→ What you have to do
Set down every entry once more, character for character.

+++ Source data

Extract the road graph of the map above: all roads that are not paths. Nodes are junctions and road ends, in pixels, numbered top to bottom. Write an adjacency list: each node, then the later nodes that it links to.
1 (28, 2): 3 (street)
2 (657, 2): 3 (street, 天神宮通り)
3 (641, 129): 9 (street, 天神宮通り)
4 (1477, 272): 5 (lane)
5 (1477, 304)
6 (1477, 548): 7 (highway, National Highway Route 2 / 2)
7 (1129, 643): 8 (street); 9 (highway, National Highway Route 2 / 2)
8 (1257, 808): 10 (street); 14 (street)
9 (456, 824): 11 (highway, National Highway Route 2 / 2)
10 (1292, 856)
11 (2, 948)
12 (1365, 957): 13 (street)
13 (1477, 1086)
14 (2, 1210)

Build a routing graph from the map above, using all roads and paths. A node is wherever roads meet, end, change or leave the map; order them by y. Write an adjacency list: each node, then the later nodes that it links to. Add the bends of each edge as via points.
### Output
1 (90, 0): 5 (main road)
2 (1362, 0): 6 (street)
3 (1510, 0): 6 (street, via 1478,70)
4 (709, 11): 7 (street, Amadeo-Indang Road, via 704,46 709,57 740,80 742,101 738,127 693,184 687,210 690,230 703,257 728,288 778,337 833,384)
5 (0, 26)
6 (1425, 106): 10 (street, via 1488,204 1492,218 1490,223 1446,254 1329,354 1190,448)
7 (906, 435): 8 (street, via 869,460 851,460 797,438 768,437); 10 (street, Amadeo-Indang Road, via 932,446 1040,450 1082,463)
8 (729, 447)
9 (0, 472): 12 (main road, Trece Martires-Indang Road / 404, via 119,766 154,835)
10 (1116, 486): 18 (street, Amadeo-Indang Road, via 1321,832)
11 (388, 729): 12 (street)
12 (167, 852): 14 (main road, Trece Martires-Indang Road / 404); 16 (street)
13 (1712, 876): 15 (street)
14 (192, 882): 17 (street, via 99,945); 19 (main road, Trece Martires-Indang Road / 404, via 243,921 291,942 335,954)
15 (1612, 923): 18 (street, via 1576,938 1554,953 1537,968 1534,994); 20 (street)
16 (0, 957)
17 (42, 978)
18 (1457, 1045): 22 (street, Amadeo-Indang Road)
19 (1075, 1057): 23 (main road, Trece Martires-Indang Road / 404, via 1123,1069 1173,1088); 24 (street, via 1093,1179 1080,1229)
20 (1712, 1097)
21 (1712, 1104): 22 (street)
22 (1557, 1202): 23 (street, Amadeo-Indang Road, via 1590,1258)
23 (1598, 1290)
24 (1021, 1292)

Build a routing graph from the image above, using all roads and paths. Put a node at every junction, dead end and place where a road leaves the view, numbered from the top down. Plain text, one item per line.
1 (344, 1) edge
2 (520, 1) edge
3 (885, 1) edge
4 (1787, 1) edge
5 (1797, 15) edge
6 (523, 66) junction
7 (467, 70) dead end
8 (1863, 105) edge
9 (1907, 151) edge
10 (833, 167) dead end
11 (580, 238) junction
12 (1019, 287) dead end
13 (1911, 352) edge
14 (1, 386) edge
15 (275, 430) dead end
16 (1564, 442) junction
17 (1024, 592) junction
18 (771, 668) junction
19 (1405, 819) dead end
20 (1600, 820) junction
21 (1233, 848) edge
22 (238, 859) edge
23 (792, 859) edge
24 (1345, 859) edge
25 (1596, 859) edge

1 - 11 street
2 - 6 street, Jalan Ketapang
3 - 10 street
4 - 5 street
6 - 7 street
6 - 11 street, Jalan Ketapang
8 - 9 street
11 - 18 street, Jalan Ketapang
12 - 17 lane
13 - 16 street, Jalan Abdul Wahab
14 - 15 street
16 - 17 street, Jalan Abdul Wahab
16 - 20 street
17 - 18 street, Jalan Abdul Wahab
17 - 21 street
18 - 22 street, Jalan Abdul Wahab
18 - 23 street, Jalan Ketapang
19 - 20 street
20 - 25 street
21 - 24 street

++++++

→ Result for this task
Extract the road graph of the map above: all roads that are not paths. Nodes are junctions and road ends, in pixels, numbered top to bottom. Write an adjacency list: each node, then the later nodes that it links to.
1 (28, 2): 3 (street)
2 (657, 2): 3 (street, 天神宮通り)
3 (641, 129): 9 (street, 天神宮通り)
4 (1477, 272): 5 (lane)
5 (1477, 304)
6 (1477, 548): 7 (highway, National Highway Route 2 / 2)
7 (1129, 643): 8 (street); 9 (highway, National Highway Route 2 / 2)
8 (1257, 808): 10 (street); 14 (street)
9 (456, 824): 11 (highway, National Highway Route 2 / 2)
10 (1292, 856)
11 (2, 948)
12 (1365, 957): 13 (street)
13 (1477, 1086)
14 (2, 1210)

Build a routing graph from the map above, using all roads and paths. A node is wherever roads meet, end, change or leave the map; order them by y. Write an adjacency list: each node, then the later nodes that it links to. Add the bends of each edge as via points.
### Output
1 (90, 0): 5 (main road)
2 (1362, 0): 6 (street)
3 (1510, 0): 6 (street, via 1478,70)
4 (709, 11): 7 (street, Amadeo-Indang Road, via 704,46 709,57 740,80 742,101 738,127 693,184 687,210 690,230 703,257 728,288 778,337 833,384)
5 (0, 26)
6 (1425, 106): 10 (street, via 1488,204 1492,218 1490,223 1446,254 1329,354 1190,448)
7 (906, 435): 8 (street, via 869,460 851,460 797,438 768,437); 10 (street, Amadeo-Indang Road, via 932,446 1040,450 1082,463)
8 (729, 447)
9 (0, 472): 12 (main road, Trece Martires-Indang Road / 404, via 119,766 154,835)
10 (1116, 486): 18 (street, Amadeo-Indang Road, via 1321,832)
11 (388, 729): 12 (street)
12 (167, 852): 14 (main road, Trece Martires-Indang Road / 404); 16 (street)
13 (1712, 876): 15 (street)
14 (192, 882): 17 (street, via 99,945); 19 (main road, Trece Martires-Indang Road / 404, via 243,921 291,942 335,954)
15 (1612, 923): 18 (street, via 1576,938 1554,953 1537,968 1534,994); 20 (street)
16 (0, 957)
17 (42, 978)
18 (1457, 1045): 22 (street, Amadeo-Indang Road)
19 (1075, 1057): 23 (main road, Trece Martires-Indang Road / 404, via 1123,1069 1173,1088); 24 (street, via 1093,1179 1080,1229)
20 (1712, 1097)
21 (1712, 1104): 22 (street)
22 (1557, 1202): 23 (street, Amadeo-Indang Road, via 1590,1258)
23 (1598, 1290)
24 (1021, 1292)

Build a routing graph from the image above, using all roads and paths. Put a node at every junction, dead end and place where a road leaves the view, numbered from the top down. Plain text, one item per line.
1 (344, 1) edge
2 (520, 1) edge
3 (885, 1) edge
4 (1787, 1) edge
5 (1797, 15) edge
6 (523, 66) junction
7 (467, 70) dead end
8 (1863, 105) edge
9 (1907, 151) edge
10 (833, 167) dead end
11 (580, 238) junction
12 (1019, 287) dead end
13 (1911, 352) edge
14 (1, 386) edge
15 (275, 430) dead end
16 (1564, 442) junction
17 (1024, 592) junction
18 (771, 668) junction
19 (1405, 819) dead end
20 (1600, 820) junction
21 (1233, 848) edge
22 (238, 859) edge
23 (792, 859) edge
24 (1345, 859) edge
25 (1596, 859) edge

1 - 11 street
2 - 6 street, Jalan Ketapang
3 - 10 street
4 - 5 street
6 - 7 street
6 - 11 street, Jalan Ketapang
8 - 9 street
11 - 18 street, Jalan Ketapang
12 - 17 lane
13 - 16 street, Jalan Abdul Wahab
14 - 15 street
16 - 17 street, Jalan Abdul Wahab
16 - 20 street
17 - 18 street, Jalan Abdul Wahab
17 - 21 street
18 - 22 street, Jalan Abdul Wahab
18 - 23 street, Jalan Ketapang
19 - 20 street
20 - 25 street
21 - 24 street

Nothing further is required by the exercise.